**DATASET CONTENT**
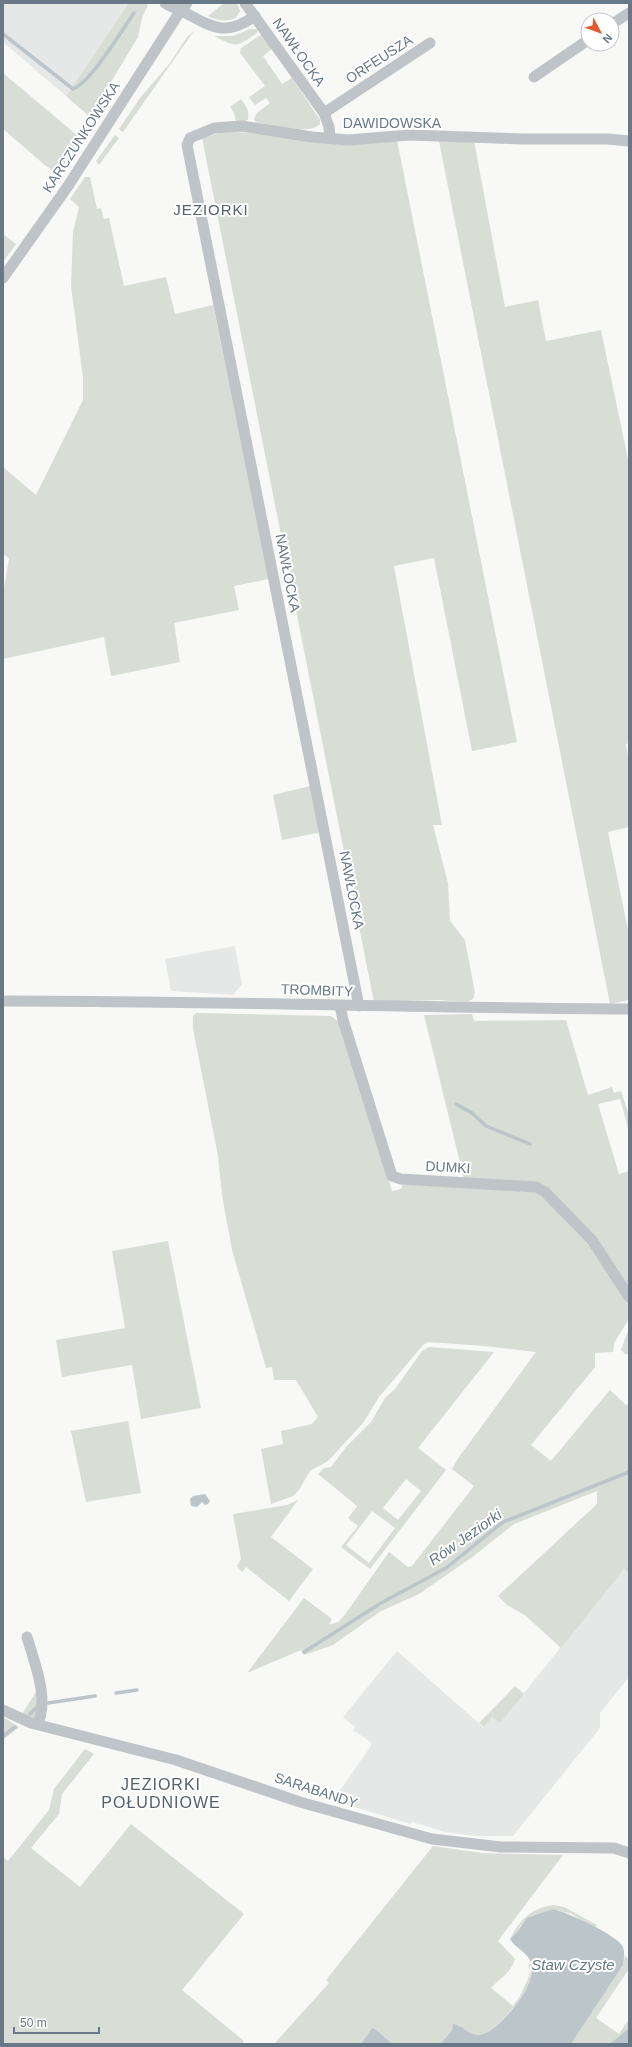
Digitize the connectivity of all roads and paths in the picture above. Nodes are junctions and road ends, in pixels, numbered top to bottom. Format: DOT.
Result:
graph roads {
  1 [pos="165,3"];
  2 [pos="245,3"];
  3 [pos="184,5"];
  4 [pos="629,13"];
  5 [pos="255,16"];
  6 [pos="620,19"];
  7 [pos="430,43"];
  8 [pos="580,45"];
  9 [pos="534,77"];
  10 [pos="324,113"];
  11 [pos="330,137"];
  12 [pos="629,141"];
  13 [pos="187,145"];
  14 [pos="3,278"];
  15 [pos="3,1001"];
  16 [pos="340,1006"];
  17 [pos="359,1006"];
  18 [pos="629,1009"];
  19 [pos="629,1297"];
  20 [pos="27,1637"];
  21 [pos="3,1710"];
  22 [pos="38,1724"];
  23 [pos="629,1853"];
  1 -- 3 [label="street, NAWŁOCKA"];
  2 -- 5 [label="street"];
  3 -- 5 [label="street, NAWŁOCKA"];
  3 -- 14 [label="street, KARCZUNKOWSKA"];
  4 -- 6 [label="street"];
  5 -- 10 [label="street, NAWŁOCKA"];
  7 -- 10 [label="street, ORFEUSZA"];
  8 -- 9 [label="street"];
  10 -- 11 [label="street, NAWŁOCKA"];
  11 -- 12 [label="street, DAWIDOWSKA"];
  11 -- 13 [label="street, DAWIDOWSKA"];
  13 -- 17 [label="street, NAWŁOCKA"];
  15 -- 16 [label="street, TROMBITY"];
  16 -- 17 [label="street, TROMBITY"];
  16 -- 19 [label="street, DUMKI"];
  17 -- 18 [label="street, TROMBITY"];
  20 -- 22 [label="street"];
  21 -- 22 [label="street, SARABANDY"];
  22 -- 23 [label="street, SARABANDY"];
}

**TASK ITEM**
Which of the lines above include the word "DAWIDOWSKA"? Copy each of them.

**TASK RESULT**
  11 -- 12 [label="street, DAWIDOWSKA"];
  11 -- 13 [label="street, DAWIDOWSKA"];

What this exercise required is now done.